Posts Tagged astronomy

O Thick Wits, O Blind Watchers of the Sky

Everything changed right around the time of Johannes Kepler. Comets, against millennia of prior belief, were then discovered to be farther away than the moon. Aristotelian spheres had been shattered. Kepler’s Astronomia Nova announced his first two laws of planetary motion. 1: Planets moved in elliptical orbits. 2: Lines from the sun to each planet sweep out equal areas in equal times. Kepler’s deductions would have been impossible without the decades of meticulous data recorded by Tycho Brahe.

Then why was it Kepler who made these revelations, and not Tycho Brahe? The easy answer is that Johannes Kepler was a transcendent genius and Tycho Brahe was not. But that leaves out a bit that’s worth dissecting.

Brahe did something extraordinary. He made observational astronomy a precision science. Before him, astronomical measurements were uncertain by several arcminutes or worse. Tycho drove errors down toward a single arcminute. He used gigantic instruments, discipline, relentless correction and test/retest methodology. That sounds pedestrian compared to breaking Aristotle’s stronghold on thought, but it changed everything. Kepler later wrote that if Tycho’s data had been sloppier, circular orbits could have survived indefinitely.

The irony is that Tycho’s success probably trapped him intellectually. Tycho remained deeply committed to intuitive physics. Copernicanism didn’t feel right; the Earth obviously feels stationary. But his commitment was also because he took celestial physics seriously. If planets moved, what moved them? Why should Mars speed up and slow down? The Aristotelian-spheres model had indeed been cracked by the nova of 1572 and the comet of 1577. Tycho witnessed both of them. Yet, as a disciplined scholar, he wanted something mechanically intelligible in their place. His own geo-heliocentric system preserves much of the old psychological architecture: Earth central and stable, heavens ordered, motions essentially circular.

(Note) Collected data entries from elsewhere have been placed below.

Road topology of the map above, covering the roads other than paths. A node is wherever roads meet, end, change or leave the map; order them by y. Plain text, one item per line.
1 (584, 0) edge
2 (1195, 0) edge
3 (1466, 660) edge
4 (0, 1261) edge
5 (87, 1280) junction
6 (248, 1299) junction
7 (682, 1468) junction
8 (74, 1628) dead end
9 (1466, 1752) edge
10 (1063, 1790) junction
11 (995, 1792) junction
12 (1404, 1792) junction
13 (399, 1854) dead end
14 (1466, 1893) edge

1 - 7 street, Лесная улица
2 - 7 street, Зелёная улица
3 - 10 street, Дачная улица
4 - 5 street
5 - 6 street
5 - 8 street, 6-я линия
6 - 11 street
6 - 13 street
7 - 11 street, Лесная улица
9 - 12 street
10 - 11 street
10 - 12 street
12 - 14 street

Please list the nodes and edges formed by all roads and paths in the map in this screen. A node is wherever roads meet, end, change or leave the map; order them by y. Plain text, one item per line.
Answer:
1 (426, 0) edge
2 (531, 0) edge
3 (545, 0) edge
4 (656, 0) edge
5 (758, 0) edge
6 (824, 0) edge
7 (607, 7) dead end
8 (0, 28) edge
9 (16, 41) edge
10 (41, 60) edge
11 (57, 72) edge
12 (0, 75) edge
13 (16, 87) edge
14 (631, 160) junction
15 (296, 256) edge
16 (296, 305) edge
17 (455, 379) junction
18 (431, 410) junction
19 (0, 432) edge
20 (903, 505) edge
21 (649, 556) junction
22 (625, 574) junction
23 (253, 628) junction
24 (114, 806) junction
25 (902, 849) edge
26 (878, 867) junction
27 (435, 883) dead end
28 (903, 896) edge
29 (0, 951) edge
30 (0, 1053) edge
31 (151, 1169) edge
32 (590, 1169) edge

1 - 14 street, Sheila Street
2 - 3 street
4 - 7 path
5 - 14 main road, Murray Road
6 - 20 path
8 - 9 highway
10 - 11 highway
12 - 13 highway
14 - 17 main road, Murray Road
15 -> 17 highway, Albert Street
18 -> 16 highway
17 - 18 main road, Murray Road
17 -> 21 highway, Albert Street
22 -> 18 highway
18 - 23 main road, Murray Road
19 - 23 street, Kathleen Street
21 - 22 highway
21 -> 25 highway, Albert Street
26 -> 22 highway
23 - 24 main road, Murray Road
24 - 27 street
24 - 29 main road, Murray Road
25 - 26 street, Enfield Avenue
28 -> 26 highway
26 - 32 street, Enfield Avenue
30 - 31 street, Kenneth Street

Kepler, who also initially resisted ellipses, was forced to face them. He became willing to sacrifice intuitive physics for mathematical truth. Radical. He spent years trying combinations of epicycles and ovals. The famous “eight minutes of arc” discrepancy in Mars’ orbit was decisive. Lesser minds would have dismissed it as measurement noise. For Kepler it was key. That required almost religious dedication to Tycho’s measurements.

Tycho grew up in a world where uniform circular motion was a metaphysical necessity. Circles were perfection, ellipses ugly. They seemed accidental and earthly. Kepler belonged to the transitional generation for whom reality had to fit observations.

There’s something familiar here. Scientific revolutions, as Thomas Kuhn saw them, often involve two different personalities who are incapable of understanding each other. One creates reliable phenomena, another reinterprets them. Tycho made planetary motion precise enough to become a problem. Kepler solved the problem by abandoning assumptions Tycho held sacred.

O crassa ingenia, O caecos coeli spectatores
“O thick wits, O blind watchers of the sky.”

Tycho wrote these words in the preface to De Nova Stella after the supernova of 1572. He hurled insults at scholars who refused to accept the implications of the “new star.” Aristotelian cosmology held the heavens to be changeless. Tycho measured the object carefully and showed it had no detectable parallax, meaning it was beyond the earth’s atmosphere. Aristotelian crystalline perfection was not.

Here is Tycho denouncing men who stare upward yet fail to see what is before them. Kepler later could have turned these words back on Tycho, who also stared directly at evidence having implications he refused to accept. His own measurements showed planetary motion was not circular, yet he remained committed to geometrically privileged circular motion.

Still, Tycho saw farther than his contemporaries. The subtlety here is easy to miss in “rational reconstruction” histories of science. Revolutionary evidence rarely announces its final meaning.

Tycho’s achievement was destructive before it was constructive. He demolished Aristotelianism with empirical rigor. That was enormous, and it happens often in science. The people who see anomalies often cannot reinterpret reality around them.

The tragedy and grandeur of transitional figures is that they can become prisoners of the conceptual worlds they destroy. Einstein is the obvious comparison. His work on light quanta brought the quantum revolution, yet he recoiled from indeterminacy and nonlocality: “God does not play dice.”

“Old fuddy-duddies” does not explain this. Einstein’s objections to quantum mechanics were profound and technically sophisticated. Tycho’s clutching a physically intelligible celestial order was not irrational.

Antoine Lavoisier and Lord Kelvin similarly opened doors they refused to pass through. We usually see Newton as immune to such reluctance. But consider: “That one body may act upon another at a distance through a vacuum… is to me so great an absurdity…” Sounds like Tycho.

Kepler and Bohr look prophetic in hindsight because history moved their way. Tycho lets us see the psychological cost of conceptual upheaval from the inside. Scientific revolutions are not merely logical sequences. They are struggles over what kinds of worlds some highly intelligent people can bear to inhabit while others cannot.